Tom Bason wades in on the sponsorship debate as he looks at the club’s link between sponsorship and the community.
This week, Wolves announced their new sponsors as The Money Shop, a firm who specialise in short term loans at very high interest rates. Yes, they have other services, but, it is the short term loans that are front and centre on their website, indicating to me that it’s the product that is most important to them.
Now, this piece is not to have a go at The Money Shop. They are a business, who do what they do legally, and perhaps save some people from using illegal loan shops. Saying that, if you do feel the need to use a firm like The Money Shop, check this information out first and see if there’s a better alternative.
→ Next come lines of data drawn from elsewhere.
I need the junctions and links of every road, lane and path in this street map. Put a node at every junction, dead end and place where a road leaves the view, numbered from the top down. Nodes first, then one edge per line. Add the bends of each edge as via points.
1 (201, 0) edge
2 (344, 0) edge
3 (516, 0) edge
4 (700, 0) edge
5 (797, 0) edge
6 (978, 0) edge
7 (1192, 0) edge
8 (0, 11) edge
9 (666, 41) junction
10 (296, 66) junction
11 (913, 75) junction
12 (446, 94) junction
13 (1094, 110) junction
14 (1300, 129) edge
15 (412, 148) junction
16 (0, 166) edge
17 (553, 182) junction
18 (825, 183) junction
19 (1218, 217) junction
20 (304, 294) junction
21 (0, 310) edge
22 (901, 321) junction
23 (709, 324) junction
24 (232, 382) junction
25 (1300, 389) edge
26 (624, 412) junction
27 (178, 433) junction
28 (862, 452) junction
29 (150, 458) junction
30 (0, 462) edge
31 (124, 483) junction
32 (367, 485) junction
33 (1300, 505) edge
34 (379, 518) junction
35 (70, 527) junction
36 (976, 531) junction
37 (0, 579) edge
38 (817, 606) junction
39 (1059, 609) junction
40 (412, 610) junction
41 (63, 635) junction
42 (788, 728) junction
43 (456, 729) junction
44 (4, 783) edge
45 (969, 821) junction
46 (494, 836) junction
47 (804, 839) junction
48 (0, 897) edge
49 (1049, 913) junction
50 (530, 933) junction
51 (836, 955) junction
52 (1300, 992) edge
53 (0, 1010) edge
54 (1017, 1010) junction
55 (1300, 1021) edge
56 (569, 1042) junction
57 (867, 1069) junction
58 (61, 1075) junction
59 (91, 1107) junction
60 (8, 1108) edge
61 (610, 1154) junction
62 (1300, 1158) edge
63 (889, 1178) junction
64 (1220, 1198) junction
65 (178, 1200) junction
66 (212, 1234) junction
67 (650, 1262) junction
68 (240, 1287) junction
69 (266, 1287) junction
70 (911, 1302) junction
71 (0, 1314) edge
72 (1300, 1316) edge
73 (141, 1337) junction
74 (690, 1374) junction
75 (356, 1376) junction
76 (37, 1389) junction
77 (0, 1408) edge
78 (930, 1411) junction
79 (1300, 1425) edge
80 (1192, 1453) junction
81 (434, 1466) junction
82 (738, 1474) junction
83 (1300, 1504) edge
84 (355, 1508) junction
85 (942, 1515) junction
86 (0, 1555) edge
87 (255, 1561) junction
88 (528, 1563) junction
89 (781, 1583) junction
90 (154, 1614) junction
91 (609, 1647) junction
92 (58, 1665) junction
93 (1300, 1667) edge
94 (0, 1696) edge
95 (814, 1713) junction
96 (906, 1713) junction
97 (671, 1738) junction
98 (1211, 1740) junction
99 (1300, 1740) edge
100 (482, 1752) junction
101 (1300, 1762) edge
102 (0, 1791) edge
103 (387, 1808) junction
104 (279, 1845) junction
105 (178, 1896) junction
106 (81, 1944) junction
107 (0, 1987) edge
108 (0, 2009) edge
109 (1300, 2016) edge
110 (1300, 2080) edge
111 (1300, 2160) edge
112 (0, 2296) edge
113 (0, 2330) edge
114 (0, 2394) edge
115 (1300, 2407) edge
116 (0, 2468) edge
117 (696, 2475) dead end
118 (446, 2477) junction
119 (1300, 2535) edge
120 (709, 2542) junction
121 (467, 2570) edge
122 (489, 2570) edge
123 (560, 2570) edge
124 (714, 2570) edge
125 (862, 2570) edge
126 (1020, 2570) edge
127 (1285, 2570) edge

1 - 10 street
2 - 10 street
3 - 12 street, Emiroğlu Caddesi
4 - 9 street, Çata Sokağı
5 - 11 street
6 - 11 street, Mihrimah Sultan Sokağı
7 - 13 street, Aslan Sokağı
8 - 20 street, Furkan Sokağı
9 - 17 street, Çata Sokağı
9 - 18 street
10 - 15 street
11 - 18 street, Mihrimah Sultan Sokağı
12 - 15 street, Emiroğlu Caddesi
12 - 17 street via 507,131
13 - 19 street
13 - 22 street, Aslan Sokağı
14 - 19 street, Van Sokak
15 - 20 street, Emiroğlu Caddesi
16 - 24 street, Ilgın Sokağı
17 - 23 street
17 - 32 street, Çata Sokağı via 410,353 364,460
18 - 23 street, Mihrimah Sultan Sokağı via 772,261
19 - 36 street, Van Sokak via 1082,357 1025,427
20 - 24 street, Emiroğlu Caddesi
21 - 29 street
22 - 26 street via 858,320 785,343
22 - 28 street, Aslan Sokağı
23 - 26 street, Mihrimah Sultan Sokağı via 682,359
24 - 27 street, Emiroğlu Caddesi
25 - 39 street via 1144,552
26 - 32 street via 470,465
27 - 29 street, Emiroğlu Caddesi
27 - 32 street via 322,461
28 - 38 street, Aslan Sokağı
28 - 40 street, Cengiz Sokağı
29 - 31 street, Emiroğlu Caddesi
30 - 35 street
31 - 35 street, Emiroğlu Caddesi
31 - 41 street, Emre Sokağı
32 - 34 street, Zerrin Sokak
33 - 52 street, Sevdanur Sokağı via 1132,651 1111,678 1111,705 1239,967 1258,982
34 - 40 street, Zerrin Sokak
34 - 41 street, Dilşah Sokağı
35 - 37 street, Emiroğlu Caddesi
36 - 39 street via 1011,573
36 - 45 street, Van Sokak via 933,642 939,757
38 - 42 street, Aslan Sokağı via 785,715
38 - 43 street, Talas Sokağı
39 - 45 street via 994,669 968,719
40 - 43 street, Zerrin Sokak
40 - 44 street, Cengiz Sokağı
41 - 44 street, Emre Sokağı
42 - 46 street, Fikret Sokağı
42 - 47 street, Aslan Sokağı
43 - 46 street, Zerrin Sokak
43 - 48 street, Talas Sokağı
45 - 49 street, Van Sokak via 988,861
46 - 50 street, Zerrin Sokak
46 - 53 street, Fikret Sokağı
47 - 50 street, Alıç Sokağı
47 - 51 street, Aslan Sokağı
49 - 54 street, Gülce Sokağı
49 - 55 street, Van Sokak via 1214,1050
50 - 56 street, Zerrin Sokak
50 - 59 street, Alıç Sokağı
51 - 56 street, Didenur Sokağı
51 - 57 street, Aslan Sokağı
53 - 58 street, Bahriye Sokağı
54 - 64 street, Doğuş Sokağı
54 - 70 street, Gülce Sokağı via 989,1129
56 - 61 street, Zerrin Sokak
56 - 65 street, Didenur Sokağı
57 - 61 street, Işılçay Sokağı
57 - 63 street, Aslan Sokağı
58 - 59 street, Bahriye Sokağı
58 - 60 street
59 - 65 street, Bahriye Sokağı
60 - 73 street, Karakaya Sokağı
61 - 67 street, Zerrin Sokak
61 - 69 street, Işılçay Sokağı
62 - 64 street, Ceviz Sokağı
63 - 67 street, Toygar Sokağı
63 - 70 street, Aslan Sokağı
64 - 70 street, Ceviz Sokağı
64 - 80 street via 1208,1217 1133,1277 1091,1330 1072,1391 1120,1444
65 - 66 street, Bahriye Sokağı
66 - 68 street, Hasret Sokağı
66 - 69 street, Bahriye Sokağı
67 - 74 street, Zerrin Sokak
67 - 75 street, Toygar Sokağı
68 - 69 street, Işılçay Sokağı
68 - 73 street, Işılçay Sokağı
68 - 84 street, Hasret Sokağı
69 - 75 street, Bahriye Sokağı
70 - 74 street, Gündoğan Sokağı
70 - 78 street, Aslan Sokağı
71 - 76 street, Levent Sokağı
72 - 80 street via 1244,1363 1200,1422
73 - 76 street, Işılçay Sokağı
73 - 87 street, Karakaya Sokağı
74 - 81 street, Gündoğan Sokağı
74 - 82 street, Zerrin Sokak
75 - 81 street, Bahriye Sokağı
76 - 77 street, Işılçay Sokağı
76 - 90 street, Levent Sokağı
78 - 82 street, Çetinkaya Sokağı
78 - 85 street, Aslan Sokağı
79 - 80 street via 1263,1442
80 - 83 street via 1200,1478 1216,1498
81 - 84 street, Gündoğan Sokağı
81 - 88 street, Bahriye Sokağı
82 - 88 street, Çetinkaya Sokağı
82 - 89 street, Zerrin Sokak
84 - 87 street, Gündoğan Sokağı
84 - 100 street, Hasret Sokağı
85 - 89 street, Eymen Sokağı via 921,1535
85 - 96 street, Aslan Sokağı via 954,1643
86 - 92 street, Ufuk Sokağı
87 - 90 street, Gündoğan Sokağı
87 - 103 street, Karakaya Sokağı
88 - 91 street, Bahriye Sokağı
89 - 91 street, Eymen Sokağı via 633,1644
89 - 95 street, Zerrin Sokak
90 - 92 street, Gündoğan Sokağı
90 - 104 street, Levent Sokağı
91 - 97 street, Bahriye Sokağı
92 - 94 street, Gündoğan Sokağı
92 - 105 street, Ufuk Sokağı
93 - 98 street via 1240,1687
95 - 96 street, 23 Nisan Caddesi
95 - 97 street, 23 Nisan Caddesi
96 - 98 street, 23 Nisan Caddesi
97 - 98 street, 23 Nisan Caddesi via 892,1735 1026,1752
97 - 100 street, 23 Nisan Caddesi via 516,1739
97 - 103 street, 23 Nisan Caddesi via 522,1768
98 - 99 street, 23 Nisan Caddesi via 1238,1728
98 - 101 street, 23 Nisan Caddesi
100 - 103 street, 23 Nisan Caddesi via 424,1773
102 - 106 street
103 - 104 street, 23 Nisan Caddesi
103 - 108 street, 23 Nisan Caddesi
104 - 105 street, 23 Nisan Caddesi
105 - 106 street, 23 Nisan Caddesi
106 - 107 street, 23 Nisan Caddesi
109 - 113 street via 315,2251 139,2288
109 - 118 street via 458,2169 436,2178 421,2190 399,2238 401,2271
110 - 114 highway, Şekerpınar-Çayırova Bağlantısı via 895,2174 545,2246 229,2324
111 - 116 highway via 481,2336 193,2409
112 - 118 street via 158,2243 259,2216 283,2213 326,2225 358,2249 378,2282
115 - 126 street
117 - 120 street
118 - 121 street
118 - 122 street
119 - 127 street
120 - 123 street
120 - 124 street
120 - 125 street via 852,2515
No, this piece is about Wolverhampton Wanderers, the club who represents the area and community where I grew up, choosing to associate themselves in such a visible way with a firm such as this.
‘Corporate Social Responsibility’, in a nutshell, is about ensuring that businesses adhere to various laws and norms of society. CSR has changed over the years; it is no longer just about, for example, a firm giving money to charity or being involved in social programmes. It is about more than that. It is about what the entire firm does, not just the charitable arm.
Football, and sport has always been awash with questionable sponsors, but that doesn’t necessarily make it right.
Research, including some of my own, has shown how firms seek to use sport to legitimise what it does. Why do McDonalds and tobacco companies choose to sponsor sport tournaments? Generally, they want to be associated with the positive feelings that sport creates. While sport has some negative aspects at the highest levels, overall, it is a very positive thing.
Smith and Westerbeek identify seven reasons for sport being an ideal vehicle for CSR, but do not consider one of the most important factors – passion. I’m writing this, watching thousands of Sunderland fans celebrating their victory away at Norwich. Think of the feelings when Wolves stayed up against Blackburn in 2011, or even Sam Ricketts’ goal v Rotherham in 2014. Sport provides feelings that nothing else does. And companies want to ride on the back of that.
Perhaps the most disappointing aspect of this is that it comes so close to the last Fans’ Parliament.
Now, the meeting itself doesn’t really matter, but prior to it was a half hour presentation by Ryan McKnight. The crux of this presentation is that Wolves are not just a football club who need to be successful. No-one started supporting Wolves because they’re successful; the vast majority of Wolves fans become supporters because of where they grew up, or for family reasons. No-one has renewed their season ticket for next season because of the quality of football on offer; they’ve done it because at Wolves, they are part of something. And just as Wolves fans are part of the Wolves family, so the football club is part of the wider community.
In fact, the football club is more than just part of a community – it is a representative of that community.
What else represents Wolverhampton in the same way as Wolverhampton Wanderers? If Pointless asked 100 people to name something that they associate with Wolverhampton, what would they say other than the football club?
One of the key arguments for why companies should engage in CSR, is that they should look to repay the communities in which they exist. You will see this in the offshoot of the Wolves Community Trust.
Firms do not live in a bubble; they cannot function without all of the little things that society provides them. Wolves do not exist in a bubble outside of the Black Country area; without this society, Wolves would not exist. And so, should Wolves be associating themselves with this type of firm?
For some, a football club is just a football club. The biggest clubs in the world are so globalised that their local roots do not matter. For Manchester United, their Official Global Noodle Partner is probably as important as any of the Manchester based sponsors. But for a club like Wolves, without that global identity, what it does in the local area matters.
At the last two Fans Parliament meetings, this has been focused on – before Christmas we had a talk by someone at the Wolves Community Trust, then we had Ryan McKnight’s community focused presentation at the last one.
Then a month or so later, we find out the club’s latest main sponsorship is with a firm which often dances with peoples’ vulnerability. As it ever seems with this club, it’s 1 step forward, 5 steps back.